System F, also known as the (Girard-Reynolds) polymorphic lambda calculus or the second-order lambda calculus, is a typed lambda calculus that differs from simply typed lambda calculus by the introduction of a mechanism of universal quantification over types. System F thus formalizes the notion of parametric polymorphism in programming languages, and forms a theoretical basis for languages such as Haskell, ML, and F#. System F was discovered independently by the logician Jean-Yves Girard and the computer scientist John C. Reynolds.

Whereas simply typed lambda calculus has variables ranging over functions, and binders for them, System F additionally has variables ranging over types, and binders for them. As an example, the fact that the identity function can have any type of the form A→ A would be formalized in System F as the judgment

\vdash \Lambda\alpha. \lambda x^\alpha.x: \forall\alpha.\alpha \to \alpha

where α is a type variable. The upper-case Λ is traditionally used to denote type-level functions, as opposed to the lower-case λ which is used for value-level functions.
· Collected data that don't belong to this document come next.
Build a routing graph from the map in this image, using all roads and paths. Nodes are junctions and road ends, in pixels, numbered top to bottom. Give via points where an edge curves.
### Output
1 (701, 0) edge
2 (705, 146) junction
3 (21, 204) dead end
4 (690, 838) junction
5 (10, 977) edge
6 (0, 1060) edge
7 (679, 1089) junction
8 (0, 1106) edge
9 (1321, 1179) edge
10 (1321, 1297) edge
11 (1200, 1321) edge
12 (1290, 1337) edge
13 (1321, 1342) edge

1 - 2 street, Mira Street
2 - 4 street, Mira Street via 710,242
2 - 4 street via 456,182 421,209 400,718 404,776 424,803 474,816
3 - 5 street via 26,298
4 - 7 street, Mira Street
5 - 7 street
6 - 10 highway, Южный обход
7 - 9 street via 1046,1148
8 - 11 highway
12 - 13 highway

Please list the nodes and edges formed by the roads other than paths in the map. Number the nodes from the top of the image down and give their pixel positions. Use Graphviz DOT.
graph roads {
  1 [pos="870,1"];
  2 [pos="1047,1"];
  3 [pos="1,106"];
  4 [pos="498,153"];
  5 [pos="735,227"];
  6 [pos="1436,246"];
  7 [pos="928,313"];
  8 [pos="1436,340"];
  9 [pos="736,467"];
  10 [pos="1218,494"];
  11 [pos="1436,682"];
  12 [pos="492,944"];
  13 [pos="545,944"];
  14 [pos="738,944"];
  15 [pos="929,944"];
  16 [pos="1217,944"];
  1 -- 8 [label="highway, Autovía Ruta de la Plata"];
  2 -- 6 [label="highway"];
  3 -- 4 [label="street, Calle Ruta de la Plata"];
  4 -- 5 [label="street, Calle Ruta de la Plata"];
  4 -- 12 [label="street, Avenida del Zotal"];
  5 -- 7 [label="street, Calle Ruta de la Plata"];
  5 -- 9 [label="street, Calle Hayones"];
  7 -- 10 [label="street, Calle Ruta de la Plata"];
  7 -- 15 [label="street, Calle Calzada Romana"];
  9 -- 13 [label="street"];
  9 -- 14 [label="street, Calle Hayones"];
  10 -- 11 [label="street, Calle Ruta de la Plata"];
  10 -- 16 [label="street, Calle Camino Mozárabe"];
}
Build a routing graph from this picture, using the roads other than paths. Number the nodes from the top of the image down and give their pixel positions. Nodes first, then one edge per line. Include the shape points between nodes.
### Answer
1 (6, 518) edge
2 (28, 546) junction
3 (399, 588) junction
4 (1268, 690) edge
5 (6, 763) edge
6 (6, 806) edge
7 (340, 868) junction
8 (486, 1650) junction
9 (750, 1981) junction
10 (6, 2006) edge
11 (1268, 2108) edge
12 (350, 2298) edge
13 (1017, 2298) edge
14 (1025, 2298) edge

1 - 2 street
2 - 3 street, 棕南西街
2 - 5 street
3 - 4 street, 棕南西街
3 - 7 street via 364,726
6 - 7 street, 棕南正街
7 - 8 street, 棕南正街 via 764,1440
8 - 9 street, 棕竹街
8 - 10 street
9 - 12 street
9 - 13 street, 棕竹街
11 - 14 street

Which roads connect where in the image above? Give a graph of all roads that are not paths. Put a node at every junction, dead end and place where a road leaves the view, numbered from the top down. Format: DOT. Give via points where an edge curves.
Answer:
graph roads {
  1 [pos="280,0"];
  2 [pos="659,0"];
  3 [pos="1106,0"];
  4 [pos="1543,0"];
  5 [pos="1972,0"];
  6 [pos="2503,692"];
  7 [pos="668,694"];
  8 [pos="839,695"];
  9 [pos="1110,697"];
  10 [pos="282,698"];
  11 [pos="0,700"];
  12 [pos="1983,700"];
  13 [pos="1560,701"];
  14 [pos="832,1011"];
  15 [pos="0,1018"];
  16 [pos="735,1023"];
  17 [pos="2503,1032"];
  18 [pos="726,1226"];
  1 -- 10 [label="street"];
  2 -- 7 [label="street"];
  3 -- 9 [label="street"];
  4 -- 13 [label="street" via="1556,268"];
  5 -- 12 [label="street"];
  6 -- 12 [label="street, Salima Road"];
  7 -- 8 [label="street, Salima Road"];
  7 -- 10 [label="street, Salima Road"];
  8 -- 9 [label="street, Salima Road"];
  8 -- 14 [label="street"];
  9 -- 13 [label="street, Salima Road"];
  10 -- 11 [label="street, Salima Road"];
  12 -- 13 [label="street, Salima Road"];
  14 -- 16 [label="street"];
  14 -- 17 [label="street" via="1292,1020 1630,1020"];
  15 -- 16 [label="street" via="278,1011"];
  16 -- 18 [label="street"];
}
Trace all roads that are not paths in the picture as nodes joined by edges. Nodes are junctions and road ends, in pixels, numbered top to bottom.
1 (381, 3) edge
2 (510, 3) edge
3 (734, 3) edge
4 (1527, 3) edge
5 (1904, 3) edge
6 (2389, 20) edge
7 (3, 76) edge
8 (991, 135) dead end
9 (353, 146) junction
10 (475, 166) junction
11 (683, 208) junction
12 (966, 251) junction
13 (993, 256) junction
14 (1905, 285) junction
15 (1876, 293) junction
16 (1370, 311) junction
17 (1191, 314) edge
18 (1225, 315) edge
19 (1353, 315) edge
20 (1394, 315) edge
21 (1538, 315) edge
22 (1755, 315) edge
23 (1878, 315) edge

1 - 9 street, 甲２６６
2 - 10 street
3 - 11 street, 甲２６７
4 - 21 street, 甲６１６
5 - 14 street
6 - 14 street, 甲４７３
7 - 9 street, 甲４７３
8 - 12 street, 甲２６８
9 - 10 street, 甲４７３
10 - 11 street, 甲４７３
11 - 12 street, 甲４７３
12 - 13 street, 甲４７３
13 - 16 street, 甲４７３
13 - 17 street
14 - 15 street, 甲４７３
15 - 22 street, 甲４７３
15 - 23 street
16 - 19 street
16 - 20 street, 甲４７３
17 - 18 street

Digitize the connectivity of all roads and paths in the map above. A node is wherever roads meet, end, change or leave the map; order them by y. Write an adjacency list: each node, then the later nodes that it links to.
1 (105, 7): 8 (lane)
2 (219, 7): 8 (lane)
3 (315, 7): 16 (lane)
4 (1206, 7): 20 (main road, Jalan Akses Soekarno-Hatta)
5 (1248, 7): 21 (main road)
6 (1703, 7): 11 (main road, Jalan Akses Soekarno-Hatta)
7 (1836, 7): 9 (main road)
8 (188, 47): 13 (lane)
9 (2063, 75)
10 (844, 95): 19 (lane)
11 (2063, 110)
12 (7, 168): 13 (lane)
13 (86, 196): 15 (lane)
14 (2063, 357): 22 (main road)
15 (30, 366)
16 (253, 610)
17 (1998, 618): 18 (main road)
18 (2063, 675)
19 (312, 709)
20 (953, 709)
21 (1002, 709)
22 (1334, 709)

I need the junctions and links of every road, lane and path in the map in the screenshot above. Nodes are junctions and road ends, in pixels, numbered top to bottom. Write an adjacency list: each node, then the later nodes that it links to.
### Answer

As a term rewriting system, System F is strongly normalizing. Type inference in System F is undecidable however. Under the Curry-Howard isomorphism, System F corresponds to the fragment of second-order intuitionistic logic that uses only universal quantification. System F can be seen as part of the lambda cube, together with even more expressive typed lambda calculi, including those with dependent types.

Contents

Logic and predicates

The Boolean type is defined as: \scriptstyle\forall\alpha.\alpha \to \alpha \to \alpha, where \scriptstyle\alpha is a type variable. This produces the following two definitions for the boolean values \scriptstyle\mathbf{T} and \scriptstyle\mathbf{F}:

\mathbf{T} = \Lambda\alpha{.}\lambda x^{\alpha} \lambda y^\alpha{.}x
\mathbf{F} = \Lambda\alpha{.}\lambda x^{\alpha} \lambda y^{\alpha}{.}y

Then, with these two \scriptstyle\lambda-terms, we can define some logic operators:

\mathrm{AND} = \lambda x^{\mathsf{Boolean}} \lambda y^{\mathsf{Boolean}}{.}((x (\mathsf{Boolean})) y) \mathbf{F}
\mathrm{OR} = \lambda x^{\mathsf{Boolean}} \lambda y^{\mathsf{Boolean}}{.}((x (\mathsf{Boolean})) \mathbf{T}) y
\mathrm{NOT} = \lambda x^{\mathsf{Boolean}}{.}((x (\mathsf{Boolean})) \mathbf{F}) \mathbf{T}

There really is no need for an IFTHENELSE function as one can just use raw \scriptstyle\mathsf{Boolean}-typed terms as decision functions. However, if one is requested:

\mathrm{IFTHENELSE} = \Lambda \alpha.\lambda x^{\mathsf{Boolean}}\lambda y^{\alpha}\lambda z^{\alpha}.((x (\alpha)) y) z

will do. A predicate is a function which returns a \scriptstyle\mathsf{Boolean}-typed value. The most fundamental predicate is ISZERO which returns \scriptstyle\mathbf{T} if and only if its argument is the Church numeral 0:

\mathrm{ISZERO} = \lambda n{.}n(\lambda x{.}\mathbf{F})\mathbf{T}

System F Structures

System F allows recursive constructions to be embedded in a natural manner, related to that in Martin-Löf's type theory. Abstract structures (S) are created using constructors. These are functions typed as:

K_1\rightarrow K_2\rightarrow\dots\rightarrow S.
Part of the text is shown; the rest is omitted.